Why? They obviously need new expertise.

Bricklayers don't avoid un-built houses.


Sure, if you're planning on applying to a powerful enough position that you'd be able to effect significant change.

But for most jobs, where you aren't going to be able to affect massive change, you'll want the security culture not to bad/nonexistent.


If it is a public job description why must it be https? Baseless criticism might tell more about yourself than about them.


Because you care about privacy and other people knowing you're looking at the job postings?

Because you don't want a man in the middle modifying the job ad to say "must be 7 feet tall to apply"?

And finally because security should be the default unless there is a good reason to do it some other way. It's a bit like having an unpainted car because you're going to drive it in dry places where it won't rust... Unless there is a benefit to an unpainted car, most people take the painted car...

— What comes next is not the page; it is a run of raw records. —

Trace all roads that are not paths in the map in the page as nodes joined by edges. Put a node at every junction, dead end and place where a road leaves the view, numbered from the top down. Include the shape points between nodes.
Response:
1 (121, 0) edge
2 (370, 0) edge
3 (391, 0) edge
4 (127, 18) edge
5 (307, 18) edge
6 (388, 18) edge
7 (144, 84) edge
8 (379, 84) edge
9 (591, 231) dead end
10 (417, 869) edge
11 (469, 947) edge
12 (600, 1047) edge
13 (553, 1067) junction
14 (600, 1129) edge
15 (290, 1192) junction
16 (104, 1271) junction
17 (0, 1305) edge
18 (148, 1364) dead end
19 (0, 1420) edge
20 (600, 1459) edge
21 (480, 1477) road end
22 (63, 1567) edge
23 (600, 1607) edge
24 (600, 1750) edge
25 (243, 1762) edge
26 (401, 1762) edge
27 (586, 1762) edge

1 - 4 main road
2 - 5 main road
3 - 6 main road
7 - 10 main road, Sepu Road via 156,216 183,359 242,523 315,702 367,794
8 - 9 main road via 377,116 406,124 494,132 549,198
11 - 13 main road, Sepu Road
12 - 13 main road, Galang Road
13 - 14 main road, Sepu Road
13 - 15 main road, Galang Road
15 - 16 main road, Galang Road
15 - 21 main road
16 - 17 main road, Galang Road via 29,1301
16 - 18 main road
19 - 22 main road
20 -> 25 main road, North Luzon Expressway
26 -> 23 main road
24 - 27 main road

An unsecure http GET could be modified and redirect the interested person to a fake site, even if the original target would do nothing but redirect to its https-variant.

It does make sense.


I'm convinced the people commenting on this article are just contrarians.

"How could you possibly have standards" isn't a very interesting conversation yet here we are having it at scale.


>An unsecure http GET could be modified and redirect the interested person to a fake site

You don't have a threat model, do you?


"Beware of the leopard"


If you want to claim that you are compliant (perhaps it's a tick mark somewhere), then you need to follow the rules.

Btw, if you want to start with "http://" just declare it to be not-a-web URI. Eg say it's a git URI.


Section 5.7 of the same RFC actually lays out the reasoning and security considerations for mandating https.

I'm not sure where "web URI" is defined, but I am pretty sure that a Git URI uses "git://" and Git-via-http is still a "web URI" method.


There are quite many browser-supported protocols which are not http or https, which can be used also for malicious purposes.

HTTPS is probably the only protocol which is guaranteed to show content from the claimed source.


Not FTPS or SFTP?


Funnily these protocols are not supported by the Chromium or Firefox anymore.


I am not sure why it's relevant whether methods are supported by GUI browsers at all (please refer to URIs by method, not "protocol"); because the security.txt is likely to be parsed automatically (since it is, of course, not HTML) and indeed, "tel:" and "mailto:" are both somewhat apt methods to be invoked by a company who's hiring/receiving reports, and doesn't want/need a website for it.

So yeah, it is important that this part of the RFC specify a difference between "web" and "non-web" URIs, because the authors of security.txt are free to use any URI method that makes sense.


SFTP (sort-of-FTP over SSH) was never browser supported afaik. I'm not sure about FTPS (FTP over SSL/TLS), did browsers support it when they supported regular FTP?